As a reluctant warrior, Secretary of State Colin Powell is supposed to have special credibility in pressing the case for invading Iraq. But he squandered that credibility the other day, when he claimed Osama bin Laden's latest message to his followers proves he is allied with Saddam Hussein.
"He speaks to the people of Iraq and talks about their struggle and how he is in partnership with Iraq," Powell told the Senate Budget Committee. "This nexus between terrorists and states that are developing weapons of mass destruction can no longer be looked away from and ignored." State Department spokesman Richard Boucher said the tape showed "bin Laden and Saddam Hussein seem to find common ground."
But according to the tape, this common ground was cleared and paved by the United States. "This crusader war targets first and foremost Islam, irrespective of whether the Ba'ath Party and Saddam were deposed or not," bin Laden (assuming it is him) says. "The sincerity of intentions for the fighting should be for the sake of Allah only, no other, and not for the victory of national minorities or for the aid of the infidel regimes in all Arab countries, including Iraq."
In other words, the threat of war has forced bin Laden's Islamist followers to make common cause with a secular dictatorship they despise. The "partnership" that Powell cites to justify war is a product of the plans for war. The fact that Powell is resorting to such circular logic at this late stage suggests that the case for military action against Iraq as an act of self-defense is as wobbly as ever.
I've never thought the question of war with Iraq should hinge on how many U.N. resolutions Saddam has violated. So the fact that he seems to be flouting yet another one, as Powell argued in his February 5 U.N. speech, does not impress me. I take it for granted that Saddam is sneaky.
And unless the U.S. has embarked on a crusade to overthrow every murderous tyrant on earth, Saddam's egregious treatment of his own people should not be the decisive factor either. I take it for granted that Saddam is evil.
The question is whether Saddam is rational. That is, can he be deterred from using chemical and biological weapons against the United States? I'm inclined to think he can, that the threat of massive retaliation would give pause to a man who, if nothing else, has shown that he is determined to stay alive and stay in power.
Most Americans probably agree that Saddam can be deterred from launching a direct attack, which is why the Bush administration has emphasized the possibility that Iraq would supply terrorists with "weapons of mass destruction." Hence Powell's insistence that, despite the religious and ideological gulf between them, Saddam and bin Laden are pals.

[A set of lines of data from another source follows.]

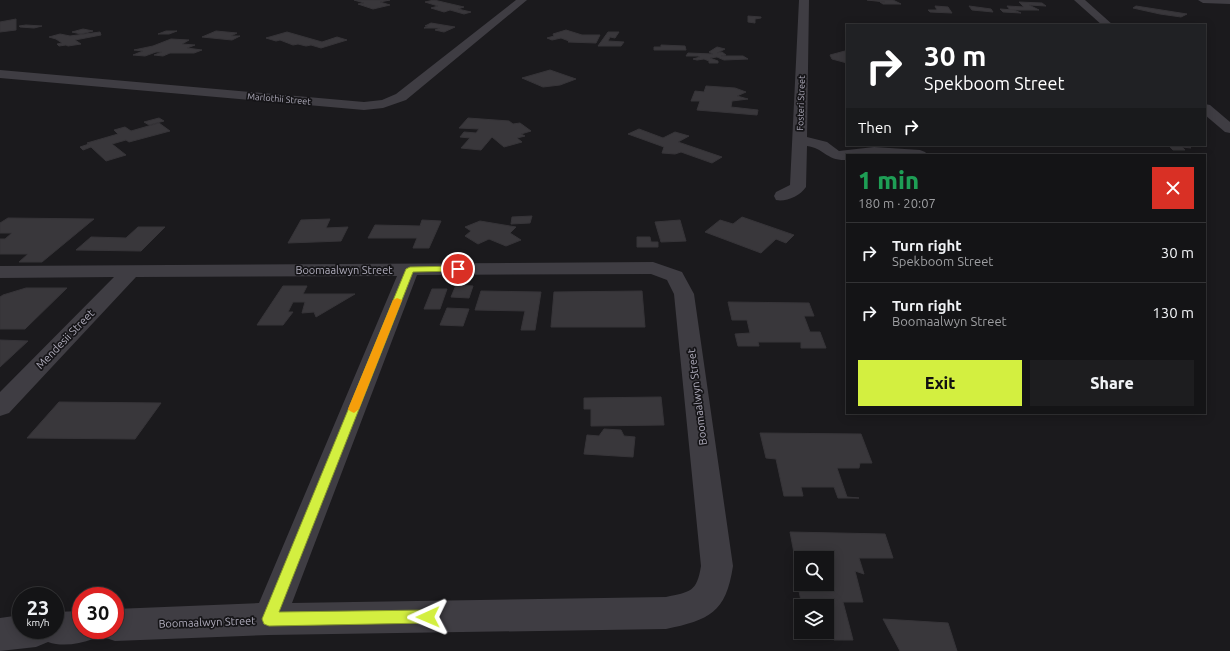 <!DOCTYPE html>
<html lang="en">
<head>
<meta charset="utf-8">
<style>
  :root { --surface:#141416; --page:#1d1d1f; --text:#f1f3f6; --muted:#9d9ea1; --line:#333335; --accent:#d3ef40 }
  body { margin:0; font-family:Ubuntu,sans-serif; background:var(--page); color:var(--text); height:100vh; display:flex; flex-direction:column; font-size:15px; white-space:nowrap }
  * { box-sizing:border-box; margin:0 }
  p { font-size:13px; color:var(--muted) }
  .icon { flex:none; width:22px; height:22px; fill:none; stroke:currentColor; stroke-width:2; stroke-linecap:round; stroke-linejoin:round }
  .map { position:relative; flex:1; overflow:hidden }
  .drawer { position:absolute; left:846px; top:154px; width:360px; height:260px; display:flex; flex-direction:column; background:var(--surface); border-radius:0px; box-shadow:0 2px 10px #0003,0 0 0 1px var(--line) }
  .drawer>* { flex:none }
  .top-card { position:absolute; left:846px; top:24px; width:360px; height:122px; border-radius:0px; box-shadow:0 2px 10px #0003,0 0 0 1px var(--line); background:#202124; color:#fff; overflow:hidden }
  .buttons { position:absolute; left:794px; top:551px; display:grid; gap:8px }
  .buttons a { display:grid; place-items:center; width:40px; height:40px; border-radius:0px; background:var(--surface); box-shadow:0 2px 10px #0003,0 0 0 1px var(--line); font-size:20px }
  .speed { position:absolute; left:12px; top:587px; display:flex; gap:8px; font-size:20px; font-weight:700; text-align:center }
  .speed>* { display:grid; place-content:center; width:52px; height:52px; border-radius:50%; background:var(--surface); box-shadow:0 2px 10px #0003,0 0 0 1px var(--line); line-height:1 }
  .speed small { font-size:10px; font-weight:400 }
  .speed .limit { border:6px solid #d22; background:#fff; color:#111 }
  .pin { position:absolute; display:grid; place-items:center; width:34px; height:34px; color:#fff; margin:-17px; border:2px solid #fff; border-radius:50%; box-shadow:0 1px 4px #0007 }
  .me { position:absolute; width:44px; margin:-22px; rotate:269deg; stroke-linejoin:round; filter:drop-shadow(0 0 3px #0008) }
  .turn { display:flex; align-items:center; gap:14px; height:84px; padding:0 12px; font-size:18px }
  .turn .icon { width:52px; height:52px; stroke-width:2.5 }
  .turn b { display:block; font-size:28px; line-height:34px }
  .then { display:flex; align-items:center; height:38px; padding:0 12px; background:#0003; gap:8px; font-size:15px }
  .round { display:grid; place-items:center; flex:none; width:42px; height:42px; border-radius:0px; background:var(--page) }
  .overview { display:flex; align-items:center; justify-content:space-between; height:68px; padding:0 12px }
  h1 { font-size:24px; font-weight:800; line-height:30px; color:#1e9e55 }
  .cta { display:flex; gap:8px; margin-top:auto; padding:8px 12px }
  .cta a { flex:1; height:46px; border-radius:0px; background:var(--accent); color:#111; font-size:16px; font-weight:800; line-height:46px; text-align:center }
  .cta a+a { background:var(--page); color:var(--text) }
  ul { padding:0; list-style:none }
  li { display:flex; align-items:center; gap:12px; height:60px; padding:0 12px; border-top:1px solid var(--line) }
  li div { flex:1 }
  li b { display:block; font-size:15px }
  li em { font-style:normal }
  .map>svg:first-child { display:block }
</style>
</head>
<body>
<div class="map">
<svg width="1230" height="651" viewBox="0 0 1230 651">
  <rect width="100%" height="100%" fill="#1b1a1d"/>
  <g fill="#39373b" stroke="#363438">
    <path d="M 354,0 L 390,0 L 380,2 L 390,5 L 373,9 L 358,4 L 364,3 Z"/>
    <path d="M 434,0 L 464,7 L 458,9 L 471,12 L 464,14 L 450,10 L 444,12 L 431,8 L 438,6 L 425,2 Z"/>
    <path d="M 867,0 L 893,0 L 901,4 L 883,4 L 880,2 L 885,2 Z"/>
    <path d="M 1019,2 L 1042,3 L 1046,6 L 1029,5 L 1039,10 L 1010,10 L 1007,6 L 1024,7 Z"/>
    <path d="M 935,6 L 948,7 L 952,13 L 930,12 L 928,10 L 937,10 Z"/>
    <path d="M 969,6 L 991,9 L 993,12 L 972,10 Z"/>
    <path d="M 1136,6 L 1187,14 L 1181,17 L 1160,14 L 1133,8 Z"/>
    <path d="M 1000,9 L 1014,10 L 1021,13 L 1003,12 Z"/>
    <path d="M 748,16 L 761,17 L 761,18 L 755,19 L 755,23 L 748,22 Z"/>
    <path d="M 16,19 L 16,30 L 0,32 L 0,22 Z"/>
    <path d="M 431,23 L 455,27 L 444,32 L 435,30 L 440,28 L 424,28 L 428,26 L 425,26 Z"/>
    <path d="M 26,25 L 42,26 L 34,28 L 20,27 L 19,26 Z"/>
    <path d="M 83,29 L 93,31 L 81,34 L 72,32 Z"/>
    <path d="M 566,30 L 582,35 L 600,35 L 596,43 L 568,42 L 569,41 L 561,38 L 552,40 L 547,38 L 554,36 L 553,34 Z"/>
    <path d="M 166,31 L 177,31 L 169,34 L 158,34 Z"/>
    <path d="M 216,31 L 237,33 L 231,36 L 240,36 L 232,40 L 202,37 Z"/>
    <path d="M 100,32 L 101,35 L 75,40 L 81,44 L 68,46 L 66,45 L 59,46 L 57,44 L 62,43 L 56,39 L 49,37 L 60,34 L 70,36 Z"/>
    <path d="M 287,32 L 322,42 L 337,37 L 347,40 L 321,48 L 311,45 L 306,46 L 298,44 L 293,45 L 280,40 L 276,41 L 266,38 Z"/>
    <path d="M 608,32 L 619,32 L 615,38 L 610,37 L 608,41 L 624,42 L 621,46 L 598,46 Z"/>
    <path d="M 171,39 L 189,40 L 182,44 L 195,45 L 187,48 L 202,50 L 194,53 L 170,53 L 163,56 L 154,55 L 162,52 L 156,52 L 145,56 L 133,55 L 143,51 L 134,50 L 153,46 Z"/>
    <path d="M 661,45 L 685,46 L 686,50 L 654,50 L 654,47 L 661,47 Z"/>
    <path d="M 717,47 L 725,49 L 717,53 L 722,52 L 726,55 L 721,56 L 743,56 L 748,59 L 724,60 L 717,57 L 710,58 L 718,61 L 718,63 L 709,63 L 709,61 L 704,59 L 697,60 L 693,59 L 700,57 L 698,56 L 686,56 L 688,53 L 713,54 L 709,52 Z"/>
    <path d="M 845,51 L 847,51 L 847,63 L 832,59 L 830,55 Z"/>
    <path d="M 550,70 L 576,79 L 560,85 L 543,87 L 522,78 Z"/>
    <path d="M 706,86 L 735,88 L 746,92 L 737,96 L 748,99 L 732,101 L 731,107 L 758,110 L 757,115 L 697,110 L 700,101 L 691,101 L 695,91 L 704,92 Z"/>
    <path d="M 159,118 L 164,121 L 149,125 L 144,122 Z"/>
    <path d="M 468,118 L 509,121 L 513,124 L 520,123 L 531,131 L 521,134 L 525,136 L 517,138 L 522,142 L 504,147 L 492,137 L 481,150 L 461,148 L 470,138 L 460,137 L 464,132 L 476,133 L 479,129 L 459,128 Z"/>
    <path d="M 159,123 L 170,131 L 129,142 L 126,140 L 112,144 L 126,155 L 106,161 L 91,147 L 83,150 L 80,147 L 89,144 L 87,143 L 118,134 L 114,130 L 125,127 L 131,131 Z"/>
    <path d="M 639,129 L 663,138 L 675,132 L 689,136 L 678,142 L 722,157 L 712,163 L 681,152 L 675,154 L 662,153 L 664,147 L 628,134 Z"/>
    <path d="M 1158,145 L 1188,145 L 1191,148 L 1182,147 L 1185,150 L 1173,150 L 1169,146 Z"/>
    <path d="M 532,216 L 530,223 L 511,224 L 512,217 Z"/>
    <path d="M 742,217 L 794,235 L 786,243 L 776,239 L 761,253 L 705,232 L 720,220 L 733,224 Z"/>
    <path d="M 8,218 L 94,219 L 42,262 L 19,262 L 28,254 L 0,254 L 0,239 L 5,239 L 12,233 L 0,233 L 0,223 Z"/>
    <path d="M 330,219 L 326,228 L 348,227 L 341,241 L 288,243 L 301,220 Z"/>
    <path d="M 422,220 L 441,221 L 429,248 L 413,248 L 417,238 L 368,238 L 375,225 L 420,226 Z"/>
    <path d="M 680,220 L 686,241 L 661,242 L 655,222 Z"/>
    <path d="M 480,221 L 516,227 L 510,233 L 521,240 L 506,246 L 489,239 L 478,244 L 465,236 L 471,231 L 465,227 Z"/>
    <path d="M 138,227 L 165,227 L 141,251 L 76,250 L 91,237 L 126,238 Z"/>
    <path d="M 637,237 L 650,237 L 651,242 L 658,242 L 658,247 L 637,247 Z"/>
    <path d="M 456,285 L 473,286 L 469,298 L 451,297 Z"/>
    <path d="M 283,286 L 307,286 L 303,294 L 355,294 L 316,317 L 314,312 L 302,313 L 305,302 L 293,302 L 288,312 L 293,312 L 283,325 L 257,325 Z"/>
    <path d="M 26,288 L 67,288 L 25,329 L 0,329 L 0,297 L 3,295 Z"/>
    <path d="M 432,289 L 447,289 L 440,309 L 424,309 Z"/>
    <path d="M 481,291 L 541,292 L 535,330 L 521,330 L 525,311 L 475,310 Z"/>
    <path d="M 642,291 L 645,327 L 551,327 L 554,292 Z"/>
    <path d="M 728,302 L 809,303 L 814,316 L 804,316 L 810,332 L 820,332 L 826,348 L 801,348 L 801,342 L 758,342 L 759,346 L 738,346 L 735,334 L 750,333 L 747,320 L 732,320 Z"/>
    <path d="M 447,308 L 469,309 L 463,326 L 440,325 Z"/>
    <path d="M 0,340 L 28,341 L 0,367 Z"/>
    <path d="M 661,397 L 664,425 L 591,426 L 591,409 L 584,409 L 584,398 Z"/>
    <path d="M 59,402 L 161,403 L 135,439 L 27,438 Z"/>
    <path d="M 604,429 L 621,430 L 624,436 L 635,437 L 633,457 L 584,454 L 587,435 L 599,436 Z"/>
    <path d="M 760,433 L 861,434 L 872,463 L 860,463 L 859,468 L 837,468 L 847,497 L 859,498 L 838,498 L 834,487 L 801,487 L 803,496 L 784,496 L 776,459 L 766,458 Z"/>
    <path d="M 790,532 L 885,534 L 893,558 L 859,558 L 864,574 L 855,571 L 863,602 L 843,602 L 853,640 L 834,640 L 827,614 L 827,606 L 802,606 L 799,591 L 821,591 L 819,584 L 827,584 L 827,558 L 813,558 L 812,553 L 794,553 Z"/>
    <path d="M 883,619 L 948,623 L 957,651 L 900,651 Z"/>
  </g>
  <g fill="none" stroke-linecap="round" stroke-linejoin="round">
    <g fill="#3f3d43" fill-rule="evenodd">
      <path d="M 516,0 L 527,0 L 406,100 L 383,108 L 364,110 L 0,78 L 0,70 L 364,102 L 382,100 L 396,94 Z"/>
      <path d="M 799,0 L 809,0 L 807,137 L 827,142 L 839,151 L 874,147 L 920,150 L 925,152 L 928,155 L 847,155 L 847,160 C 826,161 824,148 807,146 L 806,187 C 800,196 786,202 776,200 L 774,196 L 776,192 L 790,185 Z"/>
      <path d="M 1074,0 L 1085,0 L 1113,25 L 1102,25 Z"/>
      <path d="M 1198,0 L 1230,0 L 1230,4 L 1203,3 Z"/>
      <path d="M 1205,104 L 1210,105 L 1230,122 L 1230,133 L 1225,132 L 1205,115 Z"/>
      <path d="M 653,262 L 682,272 L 694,294 L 733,566 C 726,613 709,620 666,629 L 269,635 L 115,641 L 103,637 L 100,630 L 115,630 L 115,609 L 259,603 L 397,276 L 136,277 L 9,413 L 0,416 L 0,392 L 114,277 L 0,278 L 0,266 ZM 651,274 L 667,280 L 674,294 L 701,566 C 697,592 690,592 666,597 L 292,603 L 417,275 Z"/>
      <path d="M 81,611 L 81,630 L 97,630 L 93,639 C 79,644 62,647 48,642 L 36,647 L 0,651 L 0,618 L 21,615 L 21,630 L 55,630 L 55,612 Z"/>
    </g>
  </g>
  <path fill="#d3ef40" stroke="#899b2a" d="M 458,266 L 462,269 L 460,271 L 413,272 L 279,612 L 428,610 L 433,612 L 435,617 L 433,621 L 428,623 L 269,626 L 264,624 L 262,619 L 406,269 L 410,267 Z"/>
  <path fill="#f59e0b" d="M 397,298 L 402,300 L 359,409 L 354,413 L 350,411 L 348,409 L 393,300 Z"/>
  <g text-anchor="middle" stroke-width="3.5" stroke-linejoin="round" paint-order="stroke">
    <g font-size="9" fill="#b0adbc" stroke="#161518">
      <text transform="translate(279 99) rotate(5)" y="3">Marlothii Street</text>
      <text transform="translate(801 103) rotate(-88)" y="3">Fosteri Street</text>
    </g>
    <g font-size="11" fill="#b0adbc" stroke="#161518">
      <text x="344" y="274">Boomaalwyn Street</text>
      <text transform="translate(65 339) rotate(-46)" y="4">Mendesii Street</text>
      <text transform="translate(697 397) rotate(-97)" y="4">Boomaalwyn Street</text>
      <text transform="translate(207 622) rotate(-2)" y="4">Boomaalwyn Street</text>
    </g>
  </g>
</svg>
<div class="buttons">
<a><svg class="icon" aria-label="search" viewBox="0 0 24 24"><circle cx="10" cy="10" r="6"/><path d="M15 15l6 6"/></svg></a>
<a><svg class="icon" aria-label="layers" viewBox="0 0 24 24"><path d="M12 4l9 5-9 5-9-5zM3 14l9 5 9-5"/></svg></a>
</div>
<div class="speed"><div>23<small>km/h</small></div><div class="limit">30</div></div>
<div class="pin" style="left:458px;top:269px;background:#d93025"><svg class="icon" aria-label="arrive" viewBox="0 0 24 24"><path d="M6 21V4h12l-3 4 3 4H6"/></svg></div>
<svg class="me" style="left:428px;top:617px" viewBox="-20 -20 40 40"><path d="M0-17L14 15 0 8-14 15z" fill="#d3ef40" stroke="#fff" stroke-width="4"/></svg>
<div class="top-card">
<div class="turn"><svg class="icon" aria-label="right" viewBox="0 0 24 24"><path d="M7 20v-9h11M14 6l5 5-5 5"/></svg><div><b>30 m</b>Spekboom Street</div></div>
<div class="then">Then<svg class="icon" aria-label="right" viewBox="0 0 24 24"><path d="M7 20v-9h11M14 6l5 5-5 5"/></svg></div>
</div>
<section class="drawer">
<div class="overview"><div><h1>1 min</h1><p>180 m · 20:07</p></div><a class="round" style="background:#d93025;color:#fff"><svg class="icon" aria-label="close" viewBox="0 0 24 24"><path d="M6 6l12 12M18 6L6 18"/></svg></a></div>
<ul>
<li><svg class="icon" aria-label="right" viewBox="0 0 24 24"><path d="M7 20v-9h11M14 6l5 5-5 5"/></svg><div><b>Turn right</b><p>Spekboom Street</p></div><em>30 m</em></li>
<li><svg class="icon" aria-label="right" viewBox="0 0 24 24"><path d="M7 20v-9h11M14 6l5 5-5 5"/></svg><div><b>Turn right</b><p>Boomaalwyn Street</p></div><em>130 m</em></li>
</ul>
<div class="cta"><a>Exit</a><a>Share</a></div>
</section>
</div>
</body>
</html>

But an indirect attack via terrorists would make sense from Saddam's perspective only if he was confident that the connection to Iraq would not be uncovered. And that would be the case only if there were many possible sources for the weapons—which begs the question of how much security can be gained by eliminating just one of them.
If invading Iraq were justified as self-defense, it would not matter how the U.N. Security Council voted or whether other members of NATO were willing to go along. Our government has an obligation to defend American lives, regardless of what world opinion says.
The search for legalistic justifications—involving debates about whether Iraq is in "material breach" of this or that U.N. resolution, or whether another resolution must be passed so that military action comports with international law—would be utterly beside the point if it were clear that Iraq posed an intolerable threat to the United States.
In this connection, the Bush administration wants to have it both ways. Last summer Vice President Cheney declared that "a return of inspectors would provide no assurance whatsoever of [Saddam's] compliance with U.N. resolutions." So what is the point of the charade in which the U.S. has been engaged for the last several months?
Even while signaling his disdain for business as usual at the U.N., Cheney made it sound as if U.S. policy is based on the enforcement of U.N. resolutions. But surely our country does not need the U.N.'s permission to defend itself. Evidently that is not what the U.S. is poised to do.